Quindi entrerà in crisi il cosiddetto consumismo. Non sarà più possibile consumare consumare consumare: comprare una Bentley quando basta una bicicletta. Mi auguro che gli uomini ritrovino un giusto rapporto con le cose, che abbiamo comprato, ingoiato, sciupato, gettato con incredibile leggerezza per tanti anni. Oggi, sono troppe. Si accumulano da tutte le parti, l’automobile e la lavatrice, il quadro e il tappeto, cinquecento cravatte e quaranta paia di scarpe nell’armadio. Siamo ricoperti dagli oggetti: nascosti dagli oggetti; stanchi di quello che produciamo. Abbiamo smarrito la sensazione di come è fatta una cosa. Del suo peso, del suo spessore, dei suoi colori, delle sue ombre, e del valore simbolico che può avere nella nostra vita. Non le amiamo più. Non possiamo amarle visto che oggi sono diventate infinitamente sostituibili.

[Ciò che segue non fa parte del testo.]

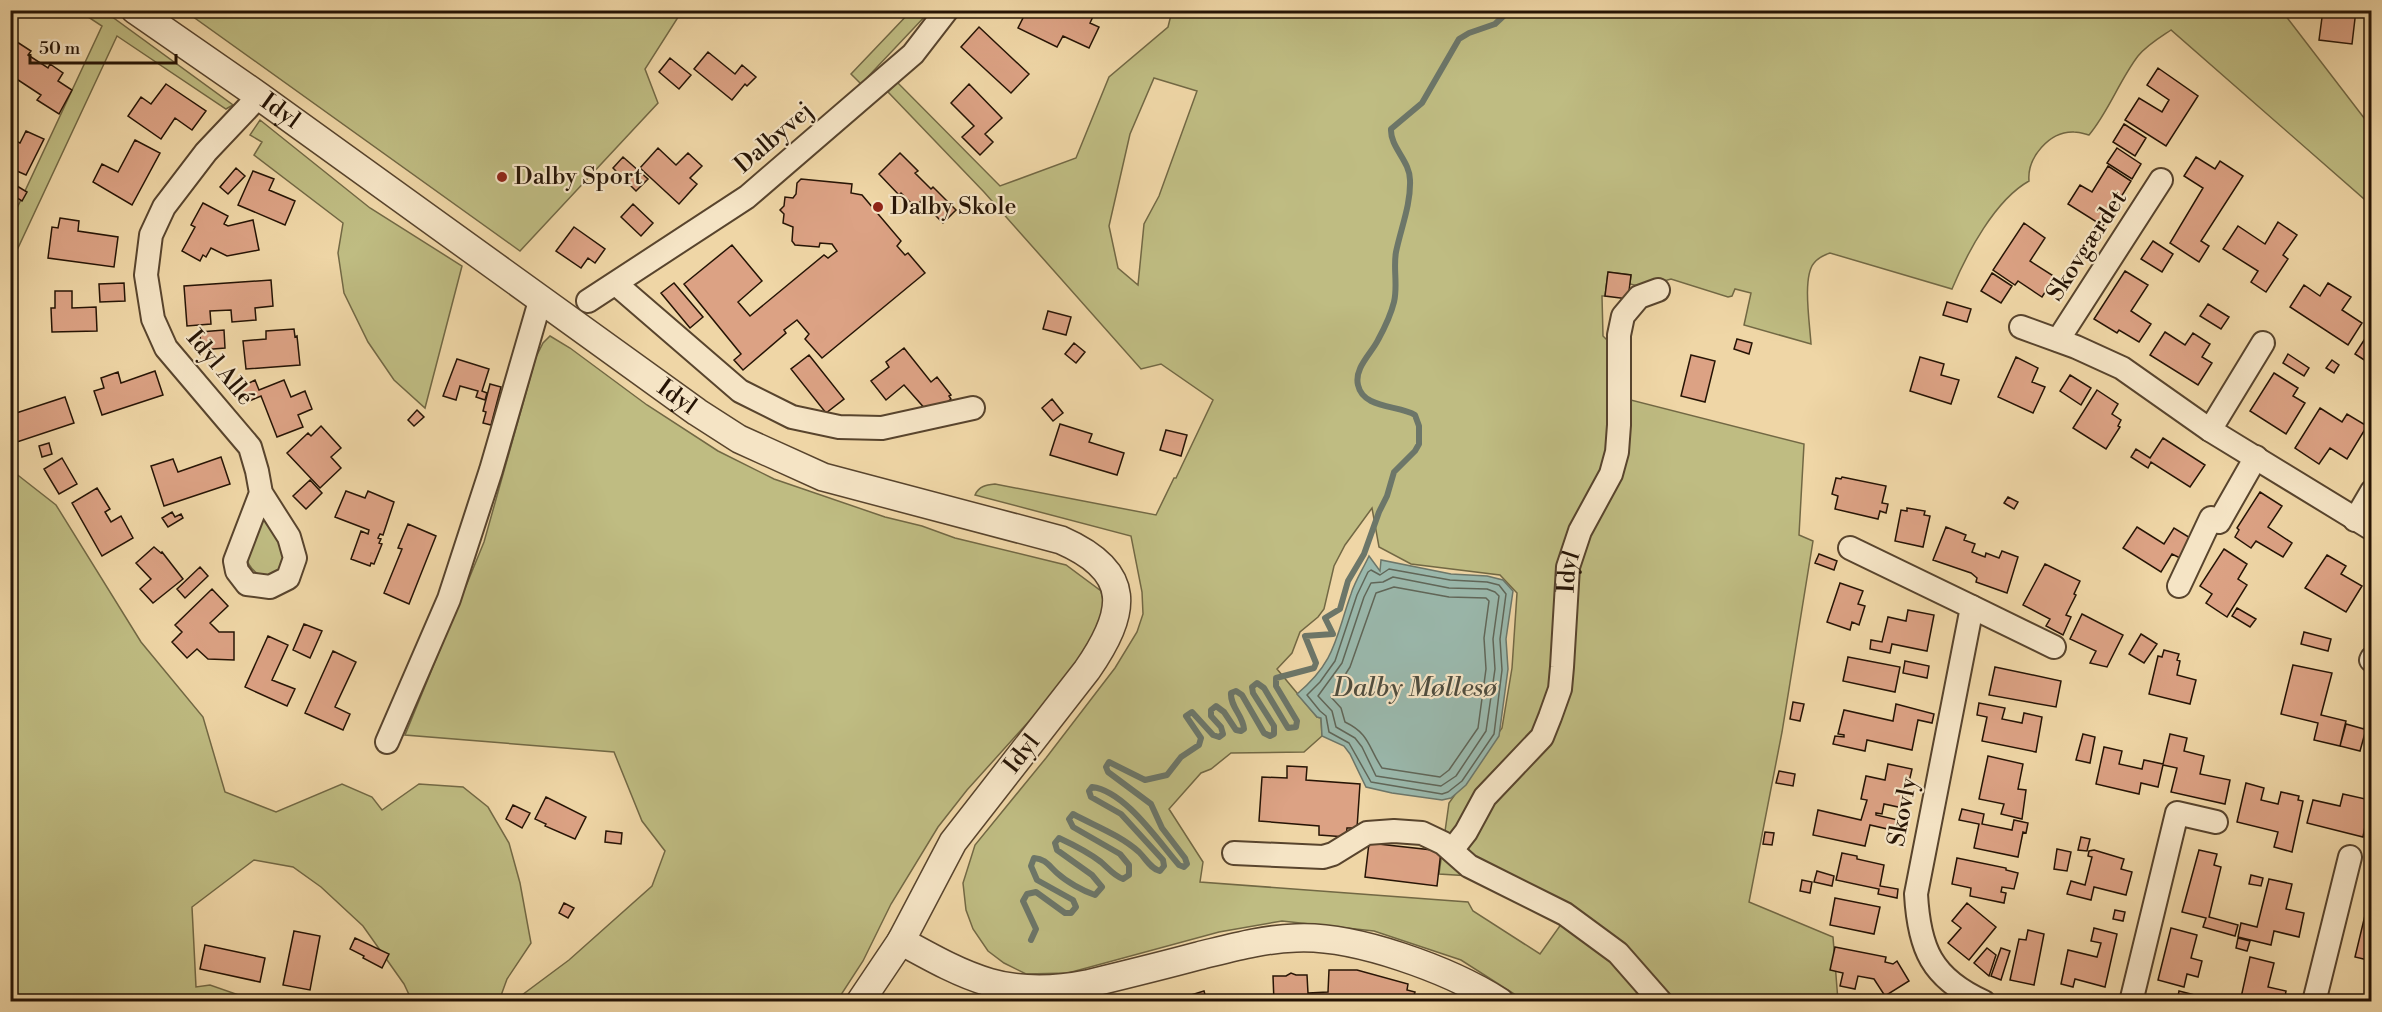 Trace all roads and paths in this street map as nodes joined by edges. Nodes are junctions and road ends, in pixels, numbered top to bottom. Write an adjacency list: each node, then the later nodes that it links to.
1 (135, 10): 3 (street, Idyl)
2 (947, 10): 5 (street, Dalbyvej)
3 (259, 96): 7 (street, Idyl); 16 (street, Idyl Allé)
4 (2161, 180): 10 (street, Skovgærdet)
5 (616, 285): 8 (street, Dalbyvej); 12 (street)
6 (1658, 290): 24 (street, Idyl)
7 (540, 301): 22 (street); 27 (street, Idyl)
8 (588, 301)
9 (2021, 327): 10 (street, Skovgærdet)
10 (2058, 340): 13 (street, Skovgærdet)
11 (2263, 343): 13 (street)
12 (973, 408)
13 (2210, 430): 14 (street, Skovgærdet)
14 (2256, 457): 17 (street, Skovgærdet); 19 (street)
15 (2372, 491): 17 (street, Skovgærdet)
16 (261, 493)
17 (2363, 524)
18 (1850, 548): 20 (street)
19 (2179, 586)
20 (1972, 607): 21 (street); 31 (street, Skovly)
21 (2054, 647)
22 (387, 742)
23 (2216, 822): 32 (street)
24 (1452, 850): 25 (street); 30 (street)
25 (1234, 853)
26 (2350, 857): 33 (street)
27 (901, 941): 28 (street, Idyl); 29 (street)
28 (860, 1002)
29 (1500, 1002)
30 (1661, 1002)
31 (1984, 1002)
32 (2130, 1002)
33 (2314, 1002) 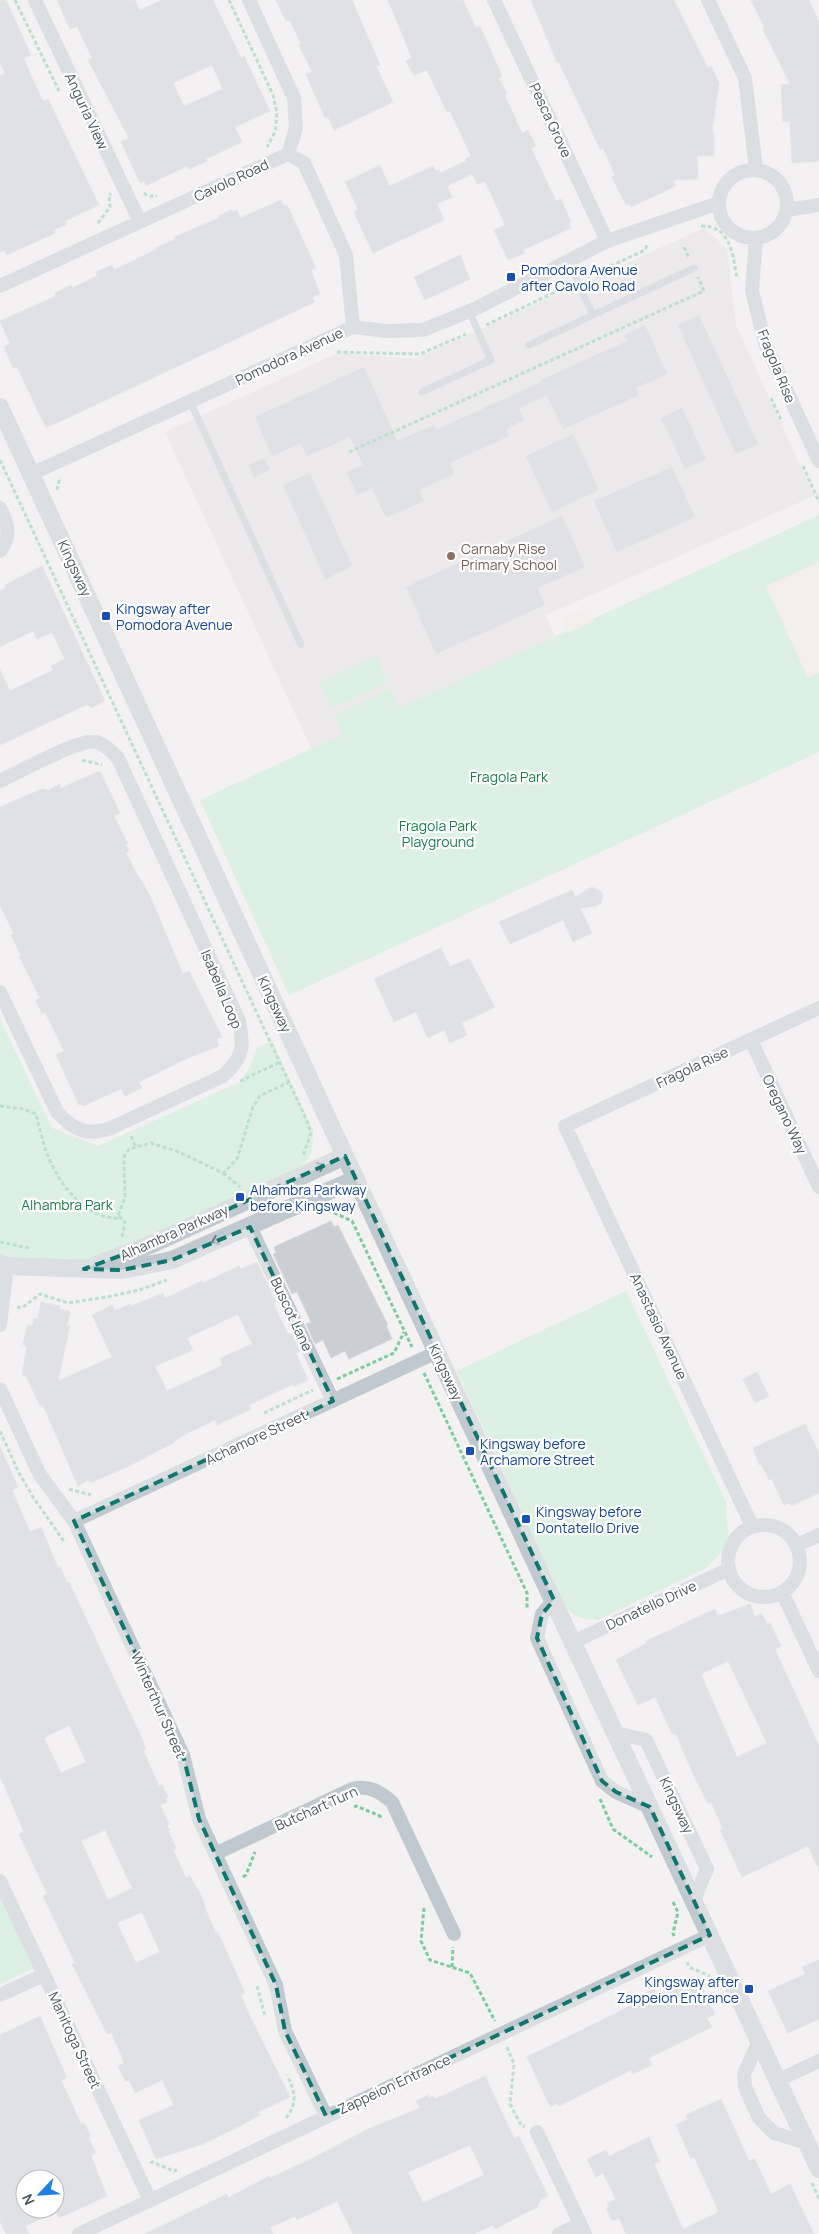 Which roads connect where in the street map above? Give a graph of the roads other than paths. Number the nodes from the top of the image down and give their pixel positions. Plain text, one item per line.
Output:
1 (35, 0) edge
2 (249, 0) edge
3 (494, 0) edge
4 (708, 0) edge
5 (288, 154) junction
6 (756, 169) junction
7 (719, 203) junction
8 (819, 205) edge
9 (787, 210) junction
10 (140, 222) junction
11 (756, 238) junction
12 (607, 241) junction
13 (568, 261) junction
14 (694, 268) road end
15 (0, 286) edge
16 (470, 310) junction
17 (593, 315) junction
18 (353, 327) junction
19 (529, 345) dead end
20 (422, 392) dead end
21 (190, 401) junction
22 (0, 407) edge
23 (817, 451) edge
24 (31, 474) junction
25 (0, 508) edge
26 (0, 552) edge
27 (301, 645) dead end
28 (0, 781) edge
29 (0, 992) edge
30 (819, 1008) edge
31 (751, 1040) junction
32 (565, 1126) joint
33 (345, 1156) junction
34 (356, 1180) junction
35 (819, 1187) edge
36 (250, 1227) junction
37 (4, 1265) edge
38 (84, 1269) junction
39 (0, 1325) edge
40 (437, 1352) junction
41 (0, 1389) edge
42 (333, 1401) junction
43 (74, 1521) junction
44 (752, 1526) junction
45 (819, 1535) edge
46 (797, 1545) junction
47 (729, 1569) junction
48 (782, 1592) junction
49 (554, 1600) junction
50 (573, 1642) junction
51 (819, 1671) edge
52 (616, 1733) junction
53 (650, 1807) junction
54 (215, 1854) junction
55 (0, 1881) edge
56 (694, 1900) junction
57 (454, 1934) dead end
58 (710, 1935) junction
59 (44, 1974) junction
60 (0, 1995) edge
61 (759, 2041) junction
62 (819, 2061) edge
63 (778, 2080) junction
64 (326, 2116) junction
65 (537, 2132) road end
66 (807, 2143) junction
67 (815, 2174) edge
68 (150, 2200) junction
69 (582, 2229) edge
70 (79, 2234) edge
71 (558, 2234) edge

1 - 10 street, Anguria View
2 - 5 street
3 - 12 street, Pesca Grove
4 - 6 street
5 - 10 street, Cavolo Road
5 - 18 street
6 - 7 street
6 - 9 street
7 - 11 street
7 - 12 street, Pomodora Avenue
8 - 9 street
9 - 11 street
10 - 15 street, Cavolo Road
11 - 23 street, Fragola Rise
12 - 13 street, Pomodora Avenue
13 - 16 street, Pomodora Avenue
13 - 17 lane
14 - 17 lane
16 - 18 street, Pomodora Avenue
16 - 20 lane
17 - 19 lane
18 - 21 street, Pomodora Avenue
21 - 24 street, Pomodora Avenue
21 - 27 lane
22 - 24 street, Kingsway
24 - 33 street, Kingsway
25 - 26 street
28 - 29 street, Isabella Loop
30 - 31 street, Fragola Rise
31 - 32 street, Fragola Rise
31 - 35 street, Oregano Way
32 - 44 street, Anastasio Avenue
33 - 34 street, Kingsway
38 -> 33 street, Alhambra Parkway
34 - 36 street, Alhambra Parkway
34 - 40 street, Kingsway
36 -> 38 street, Alhambra Parkway
36 - 42 street, Buscot Lane
37 - 38 street, Alhambra Parkway
37 - 39 street
40 - 42 street, Achamore Street
40 - 49 street, Kingsway
41 - 43 street, Winterthur Street
42 - 43 street, Achamore Street
43 - 54 street, Winterthur Street
44 - 46 street
44 - 47 street
45 - 46 street
46 - 48 street
47 - 48 street
47 - 50 street, Donatello Drive
48 - 51 street
49 - 50 street, Kingsway
49 - 53 street, Kingsway
50 - 52 street, Kingsway
52 - 53 street, Kingsway
52 - 56 street, Kingsway
53 - 56 street, Kingsway
54 - 57 street, Butchart Turn
54 - 64 street, Winterthur Street
55 - 59 street, Manitoga Street
56 - 58 street, Kingsway
58 - 61 street, Kingsway
58 - 64 street, Zappeion Entrance
59 - 60 street
59 - 68 street, Manitoga Street
61 - 63 street, Kingsway
61 - 66 street
62 - 63 street
63 - 66 street, Kingsway
64 - 68 street, Zappeion Entrance
65 - 69 street
66 - 67 street, Kingsway
68 - 70 street, Zappeion Entrance
69 - 71 street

Tutti gli oggetti del mondo hanno diritto alla nostra attenzione ed al nostro rispetto. Non ci sono cose sostituibili, Tutto ciò che esiste, sebbene fabbricato in serie, è unico. Anche una vecchia giacca, o una vecchia automobile, o una lavatrice che cade a pezzi chiedono il nostro riguardo. Dobbiamo recuperare le virtù della civiltà contadina, ritrovando la parsimonia, la sobrietà e quasi l’avarizia all’inizio del ventunesimo secolo. Non c’è da possedere nulla, perchè il possesso è una qualità che apparteneva ai tempi di Balzac, non a quelli moderni. Vorrei essere Virgilio, , o Orazio, o Arioato, o Manzoni nelle loro case di campagna. Amavano poche cose, le accarezzavano con la mente e la mano, contemplavano un grappolo d’uva, un albero o un tramonto, abituandosi alla precisione, che noi abbiamo perduto.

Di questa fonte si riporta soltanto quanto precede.